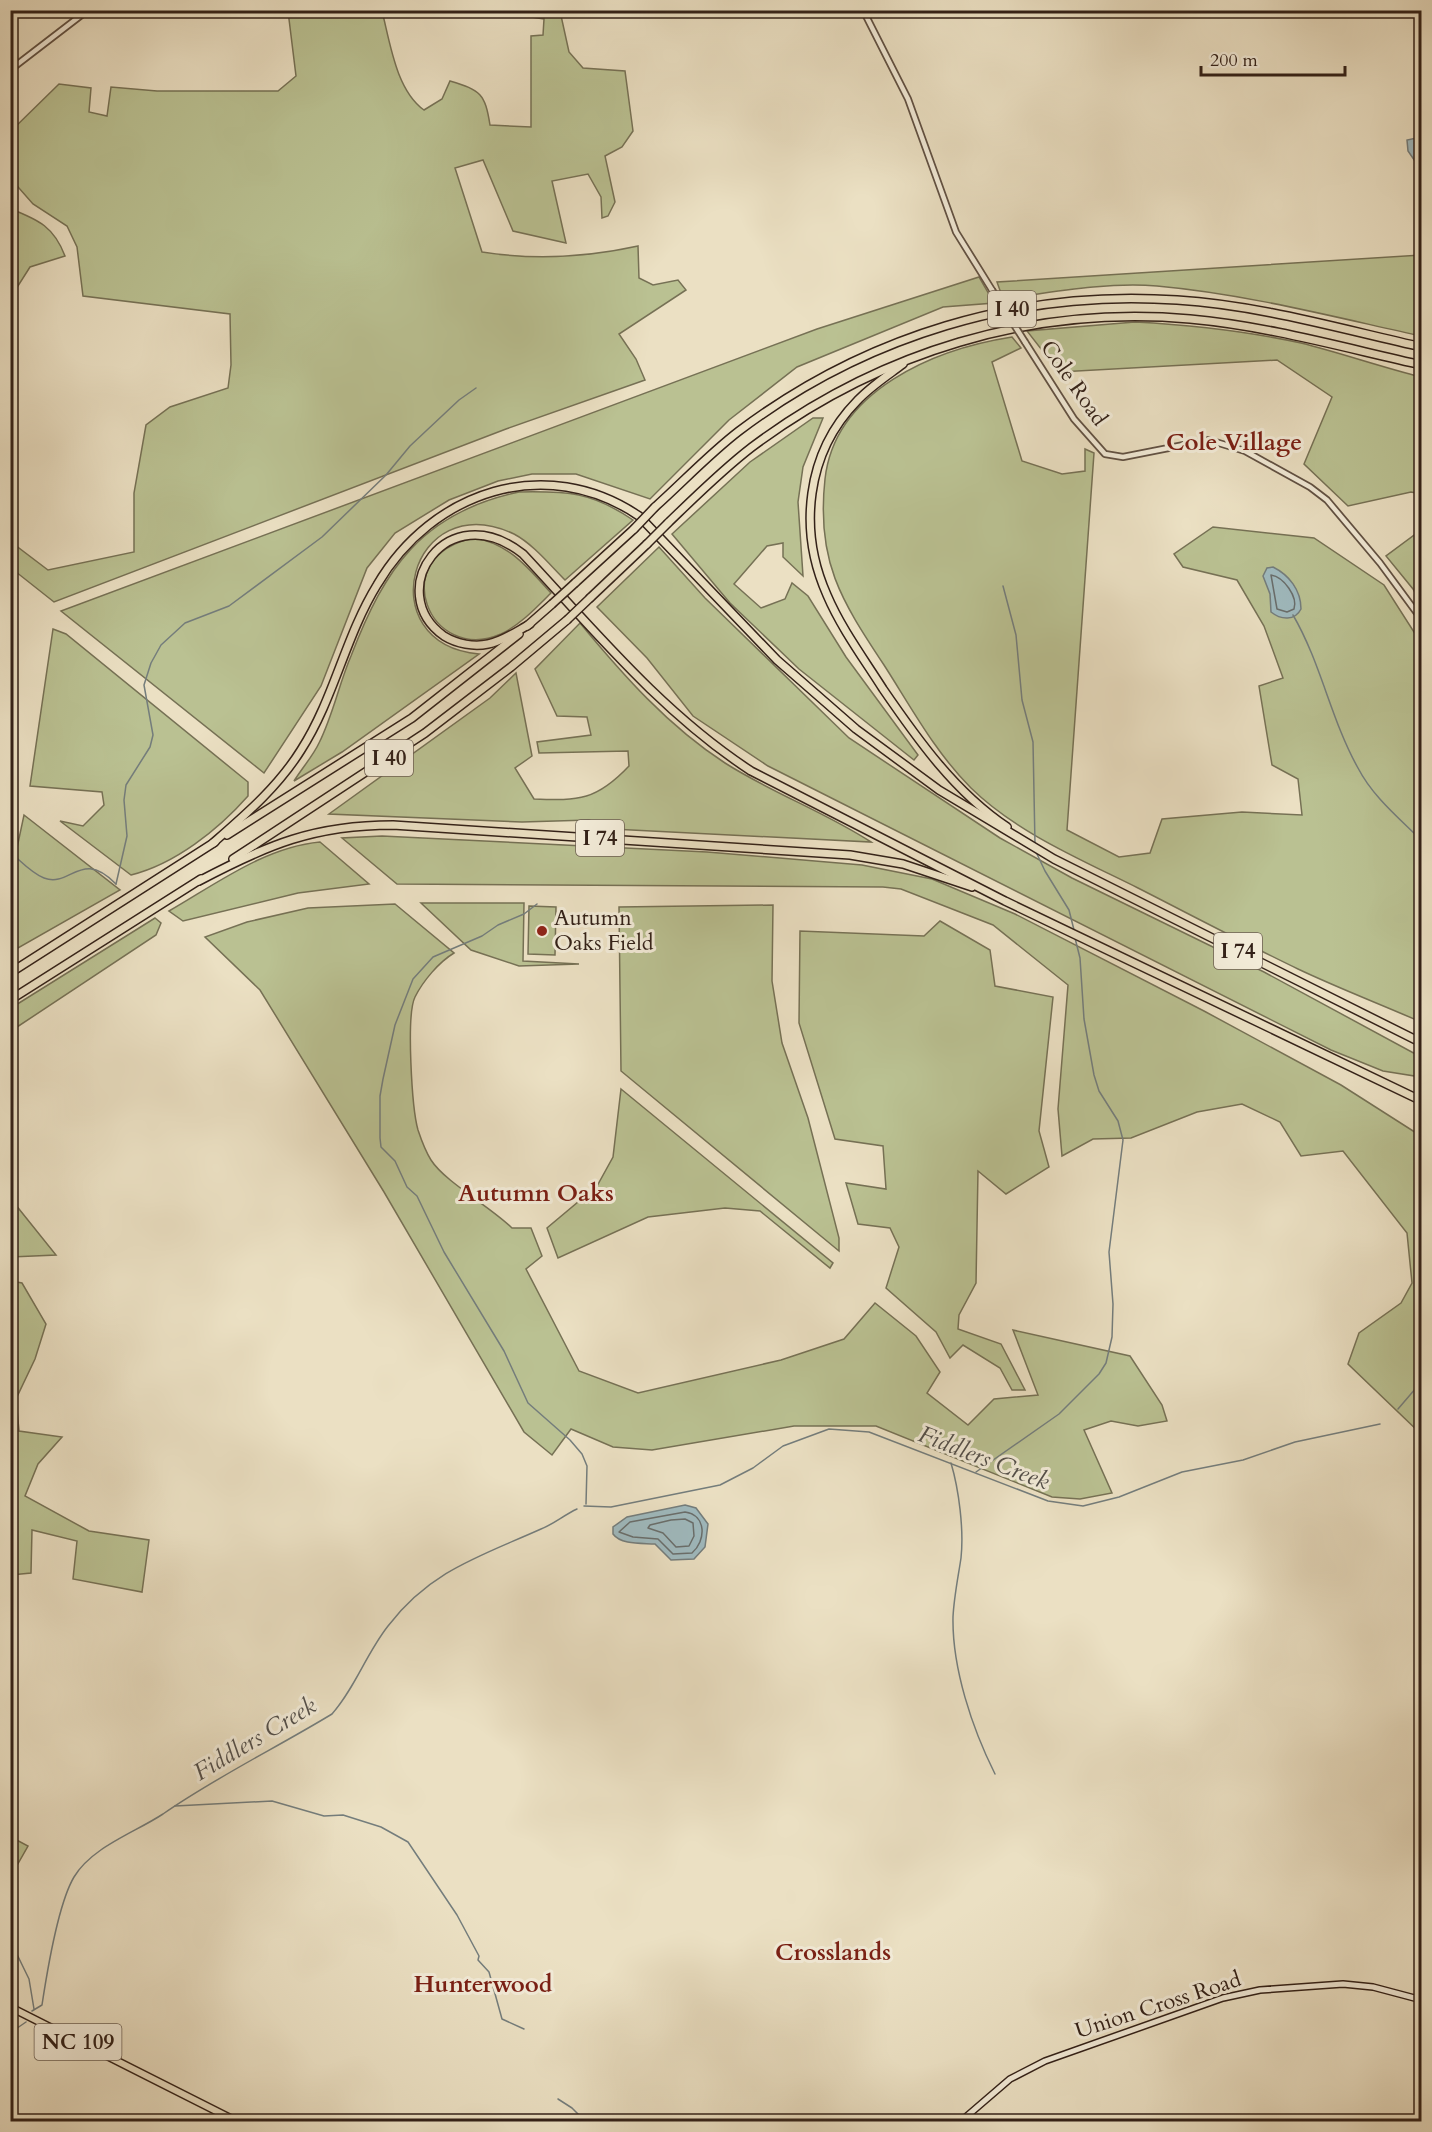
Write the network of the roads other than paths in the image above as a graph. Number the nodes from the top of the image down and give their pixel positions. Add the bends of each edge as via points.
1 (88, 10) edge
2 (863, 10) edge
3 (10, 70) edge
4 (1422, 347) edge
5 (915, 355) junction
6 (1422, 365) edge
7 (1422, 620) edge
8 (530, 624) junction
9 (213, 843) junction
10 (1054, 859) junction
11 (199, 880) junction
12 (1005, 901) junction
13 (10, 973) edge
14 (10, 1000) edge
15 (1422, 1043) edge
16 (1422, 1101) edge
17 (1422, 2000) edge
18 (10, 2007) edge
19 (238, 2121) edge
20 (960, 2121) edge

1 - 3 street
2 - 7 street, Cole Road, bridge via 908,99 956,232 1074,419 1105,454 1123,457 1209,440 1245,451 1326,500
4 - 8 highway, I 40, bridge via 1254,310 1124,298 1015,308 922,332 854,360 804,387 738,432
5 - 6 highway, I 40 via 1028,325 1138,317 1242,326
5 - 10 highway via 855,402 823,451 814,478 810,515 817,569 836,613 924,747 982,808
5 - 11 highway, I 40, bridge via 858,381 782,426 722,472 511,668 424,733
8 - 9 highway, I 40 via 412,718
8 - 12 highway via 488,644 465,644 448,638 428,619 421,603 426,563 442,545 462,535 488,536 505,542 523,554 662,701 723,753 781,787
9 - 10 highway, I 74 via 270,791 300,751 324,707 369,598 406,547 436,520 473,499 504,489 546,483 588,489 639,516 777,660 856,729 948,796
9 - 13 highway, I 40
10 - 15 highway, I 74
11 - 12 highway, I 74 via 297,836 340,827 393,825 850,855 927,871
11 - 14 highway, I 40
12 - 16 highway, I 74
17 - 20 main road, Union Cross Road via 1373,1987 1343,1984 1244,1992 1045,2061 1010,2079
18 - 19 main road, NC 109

————

* _Work to complete_: From the listing above, count the lines that include the word "street" and give the total alone.

* _Solution_: 2